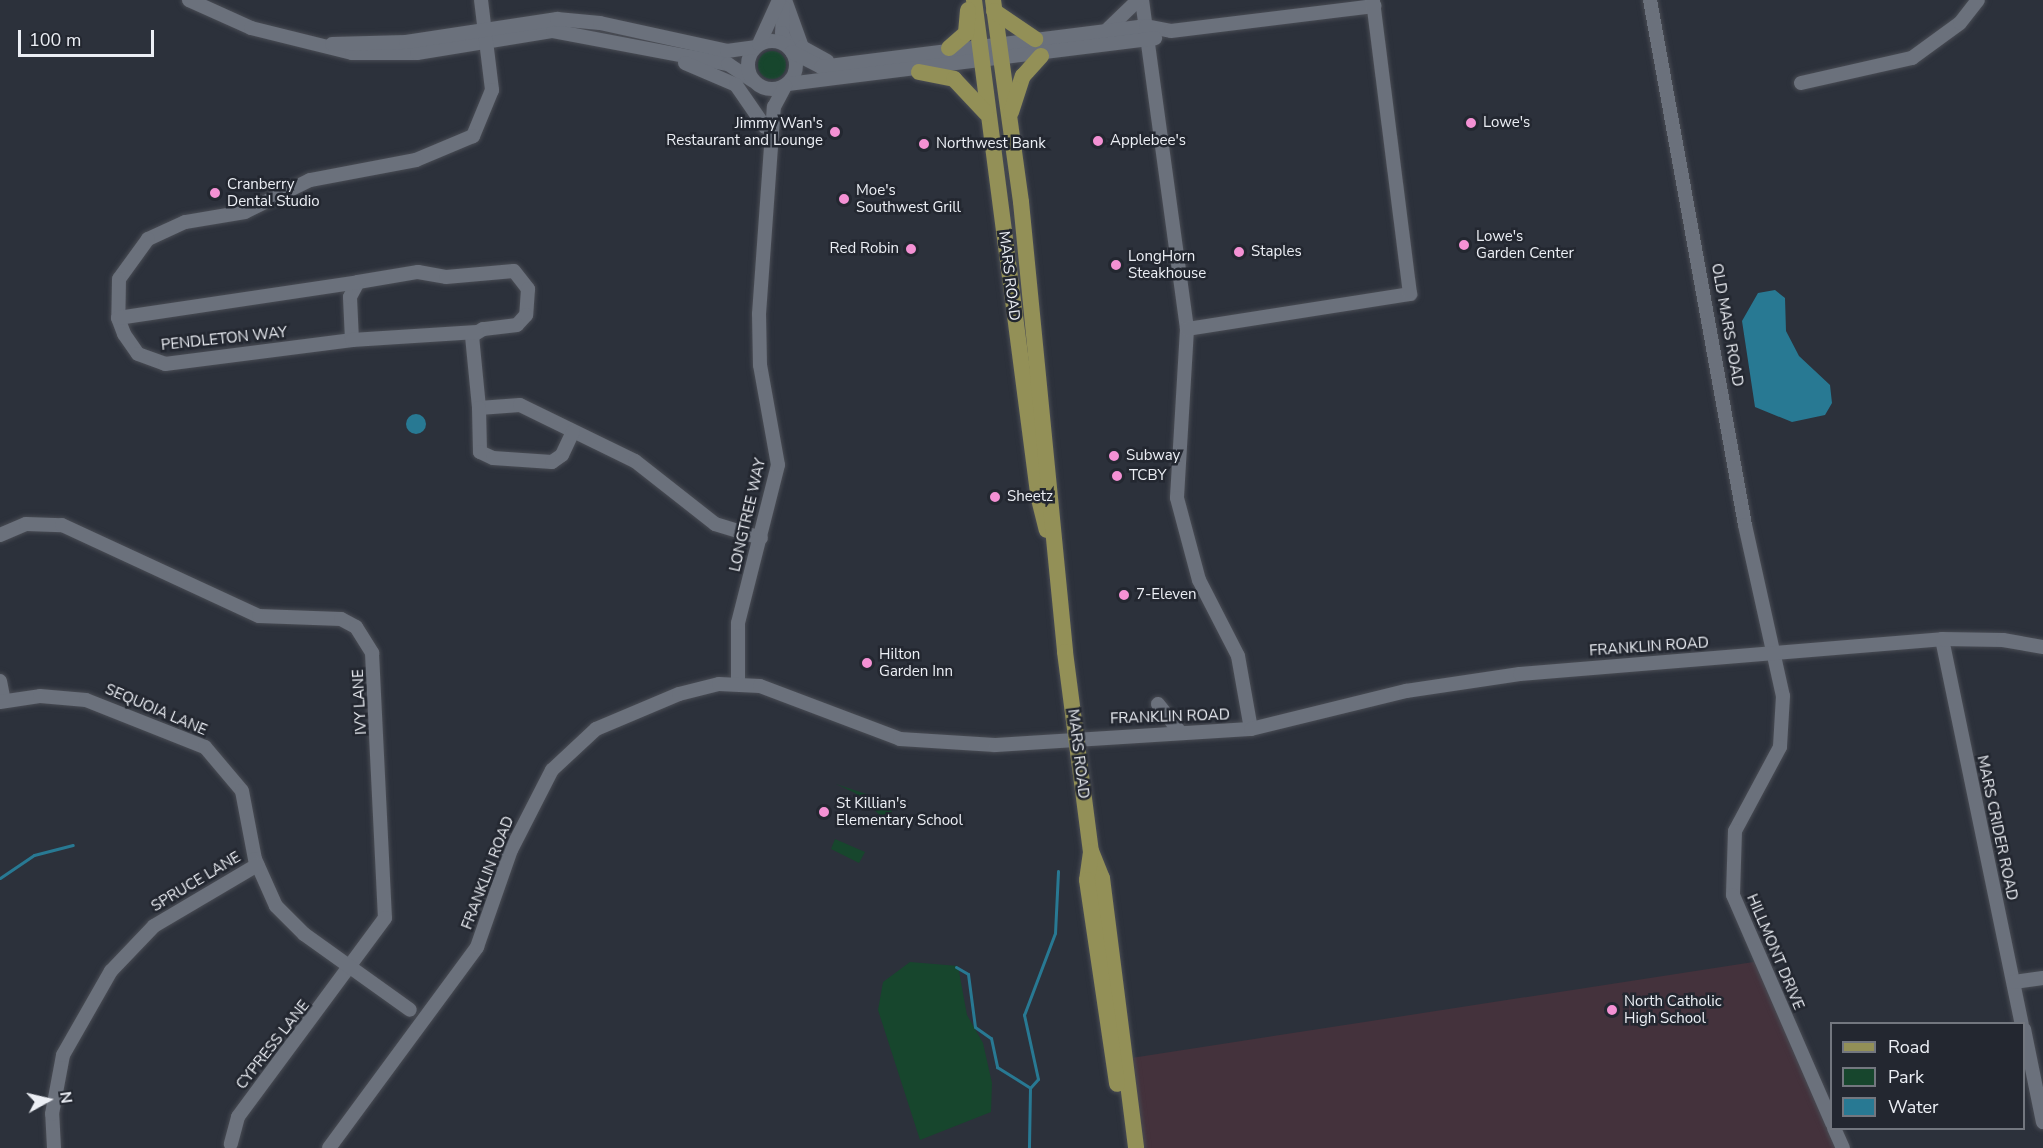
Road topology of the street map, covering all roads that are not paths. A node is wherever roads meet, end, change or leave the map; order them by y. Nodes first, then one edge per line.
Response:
1 (189, 0) edge
2 (481, 0) edge
3 (783, 0) edge
4 (967, 0) edge
5 (974, 0) edge
6 (1140, 0) edge
7 (1650, 0) edge
8 (1978, 0) edge
9 (1373, 3) edge
10 (994, 5) edge
11 (1146, 26) junction
12 (1105, 31) junction
13 (1171, 31) junction
14 (580, 33) junction
15 (487, 34) junction
16 (1035, 39) junction
17 (1147, 42) junction
18 (999, 43) junction
19 (979, 45) junction
20 (673, 46) junction
21 (757, 46) junction
22 (1119, 46) junction
23 (949, 48) junction
24 (791, 50) junction
25 (1041, 56) junction
26 (1001, 60) junction
27 (841, 63) junction
28 (981, 63) junction
29 (920, 72) junction
30 (1152, 73) junction
31 (754, 81) junction
32 (1801, 83) dead end
33 (786, 85) junction
34 (1009, 118) junction
35 (989, 120) junction
36 (765, 127) junction
37 (766, 176) junction
38 (358, 282) junction
39 (118, 318) junction
40 (1187, 329) junction
41 (477, 332) junction
42 (352, 340) junction
43 (479, 408) junction
44 (573, 431) junction
45 (0, 535) edge
46 (761, 538) junction
47 (1053, 551) junction
48 (1942, 639) junction
49 (2043, 647) edge
50 (1774, 655) junction
51 (0, 681) edge
52 (738, 683) junction
53 (2, 702) edge
54 (1251, 729) junction
55 (1180, 732) junction
56 (1157, 733) junction
57 (1076, 738) junction
58 (1091, 851) junction
59 (257, 865) junction
60 (351, 970) junction
61 (2043, 978) edge
62 (2014, 982) junction
63 (410, 1010) junction
64 (433, 1010) junction
65 (2022, 1022) edge
66 (2025, 1034) edge
67 (414, 1035) junction
68 (1830, 1119) edge
69 (2043, 1122) edge
70 (1835, 1130) edge
71 (231, 1144) dead end
72 (54, 1148) edge
73 (329, 1148) edge
74 (1126, 1148) edge
75 (1136, 1148) edge
76 (1843, 1148) edge

1 - 15 street
2 - 15 street
3 - 21 street
3 - 24 street
3 - 27 street
4 - 23 main road
5 - 19 main road, MARS ROAD
6 - 11 street
6 - 12 street
7 - 50 street, OLD MARS ROAD
8 - 32 street
9 - 13 street
9 - 40 street
10 - 16 main road
10 - 18 main road, MARS ROAD
11 - 12 street
11 - 13 street
11 - 17 street
12 - 16 street
13 - 17 street
14 - 15 street
14 - 20 street
14 - 36 street
15 - 20 street
15 - 39 street
16 - 18 street
17 - 22 street
17 - 30 street
18 - 19 street
18 - 26 main road, MARS ROAD
19 - 23 street
19 - 28 main road, MARS ROAD
20 - 21 street
20 - 31 street
21 - 24 street
21 - 31 street
22 - 25 street
22 - 30 street
23 - 27 street
24 - 27 street
24 - 33 street
25 - 26 street
25 - 34 main road
26 - 28 street
26 - 34 main road, MARS ROAD
28 - 29 street
28 - 35 main road, MARS ROAD
29 - 33 street
29 - 35 main road
30 - 40 street
31 - 33 street
31 - 36 street
33 - 37 street
34 - 47 main road, MARS ROAD
35 - 47 main road, MARS ROAD
36 - 37 street
37 - 46 street, LONGTREE WAY
38 - 39 street
38 - 41 street
38 - 42 street
39 - 42 street, PENDLETON WAY
40 - 54 street
41 - 42 street, PENDLETON WAY
41 - 43 street
43 - 44 street
43 - 44 street
44 - 46 street
45 - 60 street, IVY LANE
46 - 52 street, LONGTREE WAY
47 - 57 main road, MARS ROAD
48 - 49 street, FRANKLIN ROAD
48 - 50 street, FRANKLIN ROAD
48 - 62 street, MARS CRIDER ROAD
50 - 54 street, FRANKLIN ROAD
50 - 68 street, HILLMONT DRIVE
51 - 53 street
52 - 57 street, FRANKLIN ROAD
52 - 64 street, FRANKLIN ROAD
53 - 59 street, SEQUOIA LANE
54 - 55 street, FRANKLIN ROAD
55 - 56 street, FRANKLIN ROAD
55 - 56 street
56 - 57 street, FRANKLIN ROAD
57 - 58 main road, MARS ROAD
58 - 74 main road, MARS ROAD
58 - 75 main road, MARS ROAD
59 - 60 street, SEQUOIA LANE
59 - 72 street, SPRUCE LANE
60 - 63 street, SEQUOIA LANE
60 - 71 street, CYPRESS LANE
61 - 62 street
62 - 65 street, MARS CRIDER ROAD
63 - 64 street
63 - 67 street
64 - 67 street, FRANKLIN ROAD
66 - 69 street
67 - 73 street, FRANKLIN ROAD
70 - 76 street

=======

§ Work to complete: Pick out every line above that holds the word "FRANKLIN" and copy it.

§ Response area:
48 - 49 street, FRANKLIN ROAD
48 - 50 street, FRANKLIN ROAD
50 - 54 street, FRANKLIN ROAD
52 - 57 street, FRANKLIN ROAD
52 - 64 street, FRANKLIN ROAD
54 - 55 street, FRANKLIN ROAD
55 - 56 street, FRANKLIN ROAD
56 - 57 street, FRANKLIN ROAD
64 - 67 street, FRANKLIN ROAD
67 - 73 street, FRANKLIN ROAD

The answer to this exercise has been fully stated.